- Task instructions:
The lines to copy are those in the records below that hold the word "hand".
______
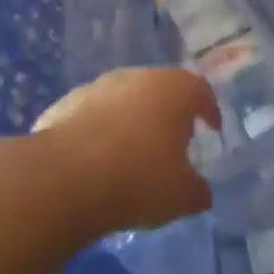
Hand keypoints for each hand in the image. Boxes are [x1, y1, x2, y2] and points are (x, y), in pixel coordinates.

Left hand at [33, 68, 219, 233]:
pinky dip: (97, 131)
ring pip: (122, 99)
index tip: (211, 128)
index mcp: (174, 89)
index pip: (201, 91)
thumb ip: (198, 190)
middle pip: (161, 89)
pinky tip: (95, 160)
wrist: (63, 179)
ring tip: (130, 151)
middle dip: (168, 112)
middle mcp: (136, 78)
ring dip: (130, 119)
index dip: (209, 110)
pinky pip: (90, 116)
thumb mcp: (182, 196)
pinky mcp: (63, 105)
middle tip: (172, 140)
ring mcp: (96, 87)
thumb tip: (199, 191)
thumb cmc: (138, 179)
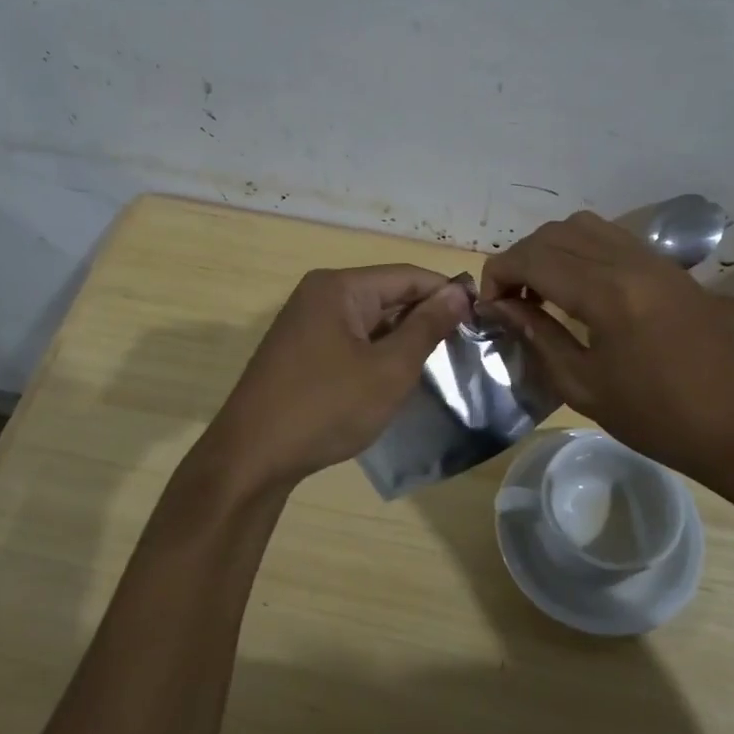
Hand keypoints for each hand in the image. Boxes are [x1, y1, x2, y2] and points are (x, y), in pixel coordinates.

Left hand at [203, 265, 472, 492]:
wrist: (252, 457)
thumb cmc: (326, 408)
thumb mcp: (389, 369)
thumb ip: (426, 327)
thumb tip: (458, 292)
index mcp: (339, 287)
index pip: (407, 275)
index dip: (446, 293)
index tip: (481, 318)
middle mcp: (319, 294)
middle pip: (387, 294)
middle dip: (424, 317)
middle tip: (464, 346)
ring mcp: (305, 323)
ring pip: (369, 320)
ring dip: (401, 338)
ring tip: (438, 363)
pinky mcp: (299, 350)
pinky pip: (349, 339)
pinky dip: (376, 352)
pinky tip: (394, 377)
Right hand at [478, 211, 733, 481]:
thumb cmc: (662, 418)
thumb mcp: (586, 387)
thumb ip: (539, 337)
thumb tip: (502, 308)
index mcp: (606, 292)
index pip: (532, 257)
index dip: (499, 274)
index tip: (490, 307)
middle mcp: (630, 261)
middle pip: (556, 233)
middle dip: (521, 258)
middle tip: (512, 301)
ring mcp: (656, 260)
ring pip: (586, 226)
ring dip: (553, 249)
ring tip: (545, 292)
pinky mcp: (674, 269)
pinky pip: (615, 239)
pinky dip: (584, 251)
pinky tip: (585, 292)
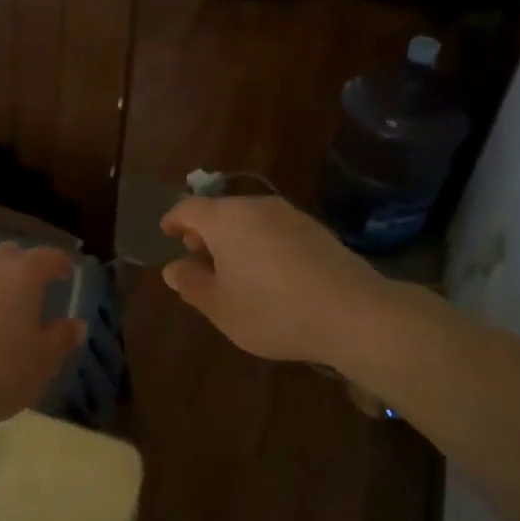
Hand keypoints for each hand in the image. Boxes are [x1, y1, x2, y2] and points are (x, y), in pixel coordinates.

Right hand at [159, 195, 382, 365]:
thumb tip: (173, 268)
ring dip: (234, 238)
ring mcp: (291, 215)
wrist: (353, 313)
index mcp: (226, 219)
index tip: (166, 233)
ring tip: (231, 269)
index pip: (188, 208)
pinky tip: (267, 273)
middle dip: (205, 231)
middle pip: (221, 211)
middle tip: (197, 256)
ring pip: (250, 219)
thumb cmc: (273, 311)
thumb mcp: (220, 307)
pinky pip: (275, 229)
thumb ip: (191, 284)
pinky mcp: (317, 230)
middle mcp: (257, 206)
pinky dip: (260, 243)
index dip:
______
- Worked solution:
Hand keypoints for each hand in the image. Boxes are [x1, y1, x2, y2] and points are (x, y), in pixel coordinates.
Left hand at [33, 68, 219, 233]:
Hand keypoints for each hand in the image. Boxes are [x1, y1, x2, y2] and points are (x, y), in pixel coordinates.
Left hand at [203, 265, 472, 492]:
Right hand at [478, 211, 733, 481]:
Hand keypoints for each hand in the image. Boxes are [x1, y1, x2, y2] and points are (x, y), in pixel coordinates.
Right hand at [159, 195, 382, 365]:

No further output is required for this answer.